[Opening Records provided section]

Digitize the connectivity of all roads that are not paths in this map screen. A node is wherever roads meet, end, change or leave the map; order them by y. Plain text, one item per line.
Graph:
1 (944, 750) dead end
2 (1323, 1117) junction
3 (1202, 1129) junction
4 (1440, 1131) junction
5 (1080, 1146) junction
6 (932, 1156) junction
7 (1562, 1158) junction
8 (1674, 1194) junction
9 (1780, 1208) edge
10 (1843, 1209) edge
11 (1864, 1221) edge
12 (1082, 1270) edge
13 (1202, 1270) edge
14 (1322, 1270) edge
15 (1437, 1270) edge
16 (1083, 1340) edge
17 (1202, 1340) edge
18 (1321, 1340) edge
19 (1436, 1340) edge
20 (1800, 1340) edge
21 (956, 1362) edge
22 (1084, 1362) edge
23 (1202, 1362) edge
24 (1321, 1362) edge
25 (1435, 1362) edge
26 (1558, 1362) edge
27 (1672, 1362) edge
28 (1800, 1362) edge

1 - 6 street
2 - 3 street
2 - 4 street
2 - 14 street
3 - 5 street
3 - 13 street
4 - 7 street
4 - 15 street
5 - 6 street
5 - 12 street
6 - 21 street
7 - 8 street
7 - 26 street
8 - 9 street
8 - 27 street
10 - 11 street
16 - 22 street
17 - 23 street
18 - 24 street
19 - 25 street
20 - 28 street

[Closing Records provided section]

▶ _Description of the task_: For this exercise, give the entries above again with no difference at all.

▶ _Output below_:
Digitize the connectivity of all roads that are not paths in this map screen. A node is wherever roads meet, end, change or leave the map; order them by y. Plain text, one item per line.
Graph:
1 (944, 750) dead end
2 (1323, 1117) junction
3 (1202, 1129) junction
4 (1440, 1131) junction
5 (1080, 1146) junction
6 (932, 1156) junction
7 (1562, 1158) junction
8 (1674, 1194) junction
9 (1780, 1208) edge
10 (1843, 1209) edge
11 (1864, 1221) edge
12 (1082, 1270) edge
13 (1202, 1270) edge
14 (1322, 1270) edge
15 (1437, 1270) edge
16 (1083, 1340) edge
17 (1202, 1340) edge
18 (1321, 1340) edge
19 (1436, 1340) edge
20 (1800, 1340) edge
21 (956, 1362) edge
22 (1084, 1362) edge
23 (1202, 1362) edge
24 (1321, 1362) edge
25 (1435, 1362) edge
26 (1558, 1362) edge
27 (1672, 1362) edge
28 (1800, 1362) edge

1 - 6 street
2 - 3 street
2 - 4 street
2 - 14 street
3 - 5 street
3 - 13 street
4 - 7 street
4 - 15 street
5 - 6 street
5 - 12 street
6 - 21 street
7 - 8 street
7 - 26 street
8 - 9 street
8 - 27 street
10 - 11 street
16 - 22 street
17 - 23 street
18 - 24 street
19 - 25 street
20 - 28 street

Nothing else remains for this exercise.